Gross Profit. Our gross profit decreased to $53,467 for the three months ended
December 31, 2012 from $1,110,444 for the three months ended December 31, 2011,
representing a 95% decrease. This decrease was primarily due to the decreased
sales and the increased cost of sales.
Selling, General and Administrative Expenses. Our selling, general and
administrative expenses decreased to $688,264 for the three months ended
December 31, 2012 from $1,407,679 for the three months ended December 31, 2011,
representing a 51% decrease. The Selling, General and Administrative Expense per
sales ratio decreased to 63% for the three months ended December 31, 2012 from
72% for the three months ended December 31, 2011, mainly due to decreased cost
related to fewer employees than last period.
Other Expenses. Other expenses increased to $1,883 for the three months ended
December 31, 2012 from $1,439 for the three months ended December 31, 2011. This
increase was mainly due to one time non-operation expense.
Loss Before Income Taxes. Our loss before income taxes increased to $636,680 for
the three months ended December 31, 2012 from $298,674 for the three months
ended December 31, 2011, representing a 113% increase. The increase was mainly
due to the decrease in sales and increase in cost of sales.
Income tax expenses. Our income tax expense was nil for the three months ended
December 31, 2012, compared to income tax expense $28,765 for the three months
ended December 31, 2011. This change was mainly due to the loss before income
taxed for the three months ended December 31, 2012.
Liquidity and Capital Resources
As of December 31, 2012 and September 30, 2012, we had cash and cash equivalents
of $333,386 and $263,228, respectively, primarily consisting of cash on hand and
demand deposits. The following table provides detailed information about our net
cash flow for all financial statement periods presented in this report. To date,
we have financed our operations primarily through cash flows from operations and
equity contributions by our shareholders.
The following table sets forth a summary of our cash flows for the periods
(all amounts in U.S. dollars)
The three months Ended
Net cash provided by operating activities $ 30,720 $ 606,454
Net cash provided by (used in) investing activities 38,745 (142,925 )

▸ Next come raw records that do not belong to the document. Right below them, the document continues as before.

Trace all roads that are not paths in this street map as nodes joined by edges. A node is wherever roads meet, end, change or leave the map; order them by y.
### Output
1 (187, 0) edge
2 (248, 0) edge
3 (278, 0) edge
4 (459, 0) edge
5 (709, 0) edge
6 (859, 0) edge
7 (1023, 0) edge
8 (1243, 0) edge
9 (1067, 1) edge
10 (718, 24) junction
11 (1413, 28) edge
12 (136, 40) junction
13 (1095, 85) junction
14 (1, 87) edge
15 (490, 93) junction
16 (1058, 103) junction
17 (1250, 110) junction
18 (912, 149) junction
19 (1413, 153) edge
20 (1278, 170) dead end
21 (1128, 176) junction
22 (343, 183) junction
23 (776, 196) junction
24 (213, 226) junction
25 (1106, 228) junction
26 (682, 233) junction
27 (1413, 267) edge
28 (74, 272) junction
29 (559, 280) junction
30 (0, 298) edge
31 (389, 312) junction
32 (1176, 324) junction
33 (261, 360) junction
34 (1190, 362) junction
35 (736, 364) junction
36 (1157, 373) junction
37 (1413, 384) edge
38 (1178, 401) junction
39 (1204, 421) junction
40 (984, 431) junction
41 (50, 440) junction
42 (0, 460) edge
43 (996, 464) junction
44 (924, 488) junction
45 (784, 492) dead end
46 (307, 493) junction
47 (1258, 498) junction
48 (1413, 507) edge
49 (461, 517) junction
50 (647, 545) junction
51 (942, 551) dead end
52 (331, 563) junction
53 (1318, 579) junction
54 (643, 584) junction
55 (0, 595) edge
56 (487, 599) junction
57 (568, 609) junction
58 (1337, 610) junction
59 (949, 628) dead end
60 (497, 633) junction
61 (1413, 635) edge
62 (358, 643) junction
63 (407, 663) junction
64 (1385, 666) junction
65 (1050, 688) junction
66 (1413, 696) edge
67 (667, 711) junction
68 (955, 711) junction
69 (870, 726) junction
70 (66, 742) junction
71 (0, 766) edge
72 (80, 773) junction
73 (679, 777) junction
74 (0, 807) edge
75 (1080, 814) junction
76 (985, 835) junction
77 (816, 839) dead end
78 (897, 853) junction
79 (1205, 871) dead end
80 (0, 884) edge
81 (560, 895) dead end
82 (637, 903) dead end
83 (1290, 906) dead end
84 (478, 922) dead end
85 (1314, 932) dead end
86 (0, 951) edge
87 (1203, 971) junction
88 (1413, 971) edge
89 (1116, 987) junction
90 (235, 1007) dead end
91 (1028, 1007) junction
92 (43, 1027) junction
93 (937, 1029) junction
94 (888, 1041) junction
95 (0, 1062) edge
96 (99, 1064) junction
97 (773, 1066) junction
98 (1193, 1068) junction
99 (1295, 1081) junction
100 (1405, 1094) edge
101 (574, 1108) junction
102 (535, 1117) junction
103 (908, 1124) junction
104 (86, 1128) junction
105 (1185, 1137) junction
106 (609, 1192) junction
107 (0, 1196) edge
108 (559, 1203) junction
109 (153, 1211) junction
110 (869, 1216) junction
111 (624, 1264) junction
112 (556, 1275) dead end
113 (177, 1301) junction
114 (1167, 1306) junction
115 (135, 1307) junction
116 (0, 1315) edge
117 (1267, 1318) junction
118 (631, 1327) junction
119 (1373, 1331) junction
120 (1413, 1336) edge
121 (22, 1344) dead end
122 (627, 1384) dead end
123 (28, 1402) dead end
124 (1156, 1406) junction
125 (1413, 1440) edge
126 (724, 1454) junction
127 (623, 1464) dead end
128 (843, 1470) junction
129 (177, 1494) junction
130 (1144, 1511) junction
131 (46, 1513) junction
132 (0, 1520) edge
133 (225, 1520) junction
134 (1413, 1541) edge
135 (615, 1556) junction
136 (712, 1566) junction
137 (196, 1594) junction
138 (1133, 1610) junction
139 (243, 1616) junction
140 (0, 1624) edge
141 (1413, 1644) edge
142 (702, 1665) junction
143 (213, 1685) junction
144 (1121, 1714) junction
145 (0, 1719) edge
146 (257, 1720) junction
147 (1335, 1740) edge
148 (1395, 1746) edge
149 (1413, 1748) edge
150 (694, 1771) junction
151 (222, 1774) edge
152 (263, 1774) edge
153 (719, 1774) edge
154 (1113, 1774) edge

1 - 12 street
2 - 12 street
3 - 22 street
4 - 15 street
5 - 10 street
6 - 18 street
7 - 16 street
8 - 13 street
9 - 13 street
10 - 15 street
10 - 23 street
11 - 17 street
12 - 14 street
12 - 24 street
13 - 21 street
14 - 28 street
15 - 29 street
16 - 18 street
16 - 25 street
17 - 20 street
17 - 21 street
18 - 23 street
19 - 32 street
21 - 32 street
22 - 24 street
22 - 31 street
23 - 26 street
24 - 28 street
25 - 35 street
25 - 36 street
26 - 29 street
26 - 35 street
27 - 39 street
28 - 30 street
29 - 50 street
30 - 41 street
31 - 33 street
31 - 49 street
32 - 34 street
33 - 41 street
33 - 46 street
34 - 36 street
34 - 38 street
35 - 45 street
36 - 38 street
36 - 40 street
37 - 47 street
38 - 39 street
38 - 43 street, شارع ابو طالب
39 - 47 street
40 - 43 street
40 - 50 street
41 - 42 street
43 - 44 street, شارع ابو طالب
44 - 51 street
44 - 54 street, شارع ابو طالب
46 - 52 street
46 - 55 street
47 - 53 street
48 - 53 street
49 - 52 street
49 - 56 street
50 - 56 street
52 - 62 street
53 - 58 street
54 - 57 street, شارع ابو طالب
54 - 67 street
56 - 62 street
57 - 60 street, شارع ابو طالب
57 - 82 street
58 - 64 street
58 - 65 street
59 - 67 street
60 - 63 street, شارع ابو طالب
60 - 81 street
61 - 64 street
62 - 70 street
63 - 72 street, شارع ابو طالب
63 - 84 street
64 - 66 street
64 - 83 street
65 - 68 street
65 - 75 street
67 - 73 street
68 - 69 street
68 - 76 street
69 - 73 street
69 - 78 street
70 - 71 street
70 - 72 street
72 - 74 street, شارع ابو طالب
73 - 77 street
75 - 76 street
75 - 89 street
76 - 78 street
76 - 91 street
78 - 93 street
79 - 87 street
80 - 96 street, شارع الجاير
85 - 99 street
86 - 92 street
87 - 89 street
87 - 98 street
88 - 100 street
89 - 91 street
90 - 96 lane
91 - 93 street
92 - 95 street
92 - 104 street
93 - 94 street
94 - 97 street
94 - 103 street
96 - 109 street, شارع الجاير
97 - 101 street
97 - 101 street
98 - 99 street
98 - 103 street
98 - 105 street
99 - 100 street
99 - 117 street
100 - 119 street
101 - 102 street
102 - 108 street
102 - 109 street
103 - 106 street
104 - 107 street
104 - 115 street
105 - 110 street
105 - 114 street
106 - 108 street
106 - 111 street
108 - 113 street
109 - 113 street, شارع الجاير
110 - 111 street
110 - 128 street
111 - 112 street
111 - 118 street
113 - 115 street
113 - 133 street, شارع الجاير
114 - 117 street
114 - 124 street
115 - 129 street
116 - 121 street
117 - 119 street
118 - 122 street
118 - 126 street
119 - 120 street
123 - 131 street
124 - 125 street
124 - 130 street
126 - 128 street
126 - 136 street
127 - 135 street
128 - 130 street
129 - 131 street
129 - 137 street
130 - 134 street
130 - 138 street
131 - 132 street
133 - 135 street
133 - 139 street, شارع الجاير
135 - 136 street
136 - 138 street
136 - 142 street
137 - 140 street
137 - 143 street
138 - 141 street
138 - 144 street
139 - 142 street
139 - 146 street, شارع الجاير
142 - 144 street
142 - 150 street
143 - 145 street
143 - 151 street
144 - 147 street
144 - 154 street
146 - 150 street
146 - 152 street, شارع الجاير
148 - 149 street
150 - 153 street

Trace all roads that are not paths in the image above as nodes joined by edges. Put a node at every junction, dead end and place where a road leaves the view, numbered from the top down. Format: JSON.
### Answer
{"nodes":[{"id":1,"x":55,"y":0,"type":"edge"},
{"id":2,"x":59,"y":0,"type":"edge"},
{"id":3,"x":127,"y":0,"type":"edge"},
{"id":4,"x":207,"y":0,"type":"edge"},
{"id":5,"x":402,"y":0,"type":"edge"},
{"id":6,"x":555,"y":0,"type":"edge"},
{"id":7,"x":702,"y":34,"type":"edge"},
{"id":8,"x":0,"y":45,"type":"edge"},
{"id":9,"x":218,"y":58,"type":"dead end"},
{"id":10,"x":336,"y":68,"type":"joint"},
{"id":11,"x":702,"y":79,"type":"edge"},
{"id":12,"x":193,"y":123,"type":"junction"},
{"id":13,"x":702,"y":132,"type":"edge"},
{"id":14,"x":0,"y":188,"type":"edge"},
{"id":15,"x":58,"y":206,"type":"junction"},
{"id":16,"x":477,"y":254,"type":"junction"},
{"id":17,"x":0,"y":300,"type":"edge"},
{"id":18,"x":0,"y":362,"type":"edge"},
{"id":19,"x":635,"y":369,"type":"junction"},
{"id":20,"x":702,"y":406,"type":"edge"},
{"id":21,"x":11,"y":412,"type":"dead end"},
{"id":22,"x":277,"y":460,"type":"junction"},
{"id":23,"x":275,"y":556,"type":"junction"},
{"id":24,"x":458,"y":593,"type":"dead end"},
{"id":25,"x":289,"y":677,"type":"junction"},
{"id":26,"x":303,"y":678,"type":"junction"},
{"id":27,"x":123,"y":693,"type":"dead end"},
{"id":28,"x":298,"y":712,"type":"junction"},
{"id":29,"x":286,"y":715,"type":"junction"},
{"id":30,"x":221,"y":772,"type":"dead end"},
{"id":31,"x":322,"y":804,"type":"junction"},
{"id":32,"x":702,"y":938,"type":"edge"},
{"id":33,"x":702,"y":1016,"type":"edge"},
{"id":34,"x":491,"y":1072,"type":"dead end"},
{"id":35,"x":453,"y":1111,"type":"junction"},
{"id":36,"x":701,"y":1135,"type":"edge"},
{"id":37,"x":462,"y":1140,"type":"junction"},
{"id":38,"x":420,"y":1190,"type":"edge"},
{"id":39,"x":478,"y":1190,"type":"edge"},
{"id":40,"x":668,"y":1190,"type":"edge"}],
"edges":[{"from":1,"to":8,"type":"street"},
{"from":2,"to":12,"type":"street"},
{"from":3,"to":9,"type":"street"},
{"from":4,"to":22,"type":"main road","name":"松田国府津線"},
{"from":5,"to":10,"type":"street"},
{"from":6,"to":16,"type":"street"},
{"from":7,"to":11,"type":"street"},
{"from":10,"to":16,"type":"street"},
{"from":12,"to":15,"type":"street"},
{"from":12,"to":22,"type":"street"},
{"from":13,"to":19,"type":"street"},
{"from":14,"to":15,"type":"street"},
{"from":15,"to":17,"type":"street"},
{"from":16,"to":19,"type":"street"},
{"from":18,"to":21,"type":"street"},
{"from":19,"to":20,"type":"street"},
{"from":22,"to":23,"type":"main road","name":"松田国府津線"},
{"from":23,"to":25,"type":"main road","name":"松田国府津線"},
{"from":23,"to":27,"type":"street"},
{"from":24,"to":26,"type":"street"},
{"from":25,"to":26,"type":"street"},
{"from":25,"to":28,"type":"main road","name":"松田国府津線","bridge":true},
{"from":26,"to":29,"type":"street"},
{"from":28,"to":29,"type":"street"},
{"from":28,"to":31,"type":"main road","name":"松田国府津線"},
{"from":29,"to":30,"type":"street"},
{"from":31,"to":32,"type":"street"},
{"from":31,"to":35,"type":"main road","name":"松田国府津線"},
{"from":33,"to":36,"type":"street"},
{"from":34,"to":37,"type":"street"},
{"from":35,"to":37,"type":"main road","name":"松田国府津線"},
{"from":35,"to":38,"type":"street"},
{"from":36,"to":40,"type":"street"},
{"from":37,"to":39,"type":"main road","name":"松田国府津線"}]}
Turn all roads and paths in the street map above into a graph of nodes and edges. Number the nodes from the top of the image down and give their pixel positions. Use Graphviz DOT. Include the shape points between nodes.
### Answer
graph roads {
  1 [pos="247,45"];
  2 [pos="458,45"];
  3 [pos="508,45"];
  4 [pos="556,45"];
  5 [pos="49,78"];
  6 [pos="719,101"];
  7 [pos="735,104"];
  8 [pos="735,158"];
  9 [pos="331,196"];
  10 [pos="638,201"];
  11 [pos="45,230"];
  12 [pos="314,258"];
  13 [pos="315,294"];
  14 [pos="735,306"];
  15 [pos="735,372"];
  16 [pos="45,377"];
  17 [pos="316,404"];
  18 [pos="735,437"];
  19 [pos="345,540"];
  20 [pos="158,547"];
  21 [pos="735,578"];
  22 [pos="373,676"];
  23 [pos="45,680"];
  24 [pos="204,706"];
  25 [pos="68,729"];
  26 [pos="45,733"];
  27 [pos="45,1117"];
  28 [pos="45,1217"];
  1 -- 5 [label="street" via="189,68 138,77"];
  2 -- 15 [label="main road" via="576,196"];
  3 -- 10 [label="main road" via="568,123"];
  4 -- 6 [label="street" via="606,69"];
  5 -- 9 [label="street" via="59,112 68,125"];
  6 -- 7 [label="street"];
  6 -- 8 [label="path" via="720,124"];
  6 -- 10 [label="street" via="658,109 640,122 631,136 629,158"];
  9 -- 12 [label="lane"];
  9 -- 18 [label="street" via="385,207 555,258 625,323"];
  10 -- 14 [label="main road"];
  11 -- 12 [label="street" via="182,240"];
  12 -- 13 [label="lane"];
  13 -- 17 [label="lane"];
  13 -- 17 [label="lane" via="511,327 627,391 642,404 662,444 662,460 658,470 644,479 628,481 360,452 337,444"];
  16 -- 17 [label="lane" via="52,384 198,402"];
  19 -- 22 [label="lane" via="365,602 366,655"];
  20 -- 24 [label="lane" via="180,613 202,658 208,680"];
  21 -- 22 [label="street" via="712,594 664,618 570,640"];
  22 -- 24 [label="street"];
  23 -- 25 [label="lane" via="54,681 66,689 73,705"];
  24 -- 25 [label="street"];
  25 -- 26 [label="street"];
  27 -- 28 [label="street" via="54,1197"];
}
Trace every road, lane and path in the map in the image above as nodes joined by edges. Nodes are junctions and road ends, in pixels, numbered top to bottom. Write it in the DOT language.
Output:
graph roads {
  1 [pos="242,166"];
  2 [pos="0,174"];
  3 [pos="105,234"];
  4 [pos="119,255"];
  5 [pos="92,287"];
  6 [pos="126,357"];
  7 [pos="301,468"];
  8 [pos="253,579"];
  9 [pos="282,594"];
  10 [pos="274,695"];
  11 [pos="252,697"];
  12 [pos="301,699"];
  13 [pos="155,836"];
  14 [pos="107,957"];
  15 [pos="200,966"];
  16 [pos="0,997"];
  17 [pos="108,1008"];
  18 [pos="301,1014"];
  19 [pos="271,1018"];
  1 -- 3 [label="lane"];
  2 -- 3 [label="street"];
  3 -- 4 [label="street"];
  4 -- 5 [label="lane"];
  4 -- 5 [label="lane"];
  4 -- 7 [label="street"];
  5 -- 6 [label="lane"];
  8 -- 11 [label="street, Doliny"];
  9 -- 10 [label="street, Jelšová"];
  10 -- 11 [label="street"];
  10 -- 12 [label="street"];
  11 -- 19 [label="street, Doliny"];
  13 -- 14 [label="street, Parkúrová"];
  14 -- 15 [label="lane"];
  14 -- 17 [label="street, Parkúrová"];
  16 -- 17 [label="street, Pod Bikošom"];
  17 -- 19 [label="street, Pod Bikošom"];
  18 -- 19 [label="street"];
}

Effects of Exchange Rate Change in Cash
Net Increase in Cash and Cash Equivalents 70,158 469,883
Cash and Cash Equivalent at Beginning of the Period 263,228 779,132
Cash and Cash Equivalent at End of the Period $ 333,386 $ 1,249,015
Net cash provided by operating activities was $30,720 for the three months ended
December 31, 2012, as compared to net cash provided by operating activities of
$606,454 for the three months ended December 31, 2011. The change is
attributable to the increase in net loss of $309,241, the decrease of $91,644 in
accounts receivable, the decrease of $58,251 in other receivables, the increase
of $252,014 in amount due to a shareholder, the increase of $142,494 in accounts
payable, the decrease of $101,768 in accrued expenses and other payable, the
decrease of $19,334 in value-added tax liability.
Net cash provided by investing activities for the three months ended December
31, 2012 was $38,745, as compared to $142,925 net cash used in investing
activities for the three months ended December 31, 2011. The change was mainly
attributable to disposal of property and equipment.
No cash provided or used in financing activities for the three months ended
December 31, 2012 and the three months ended December 31, 2011.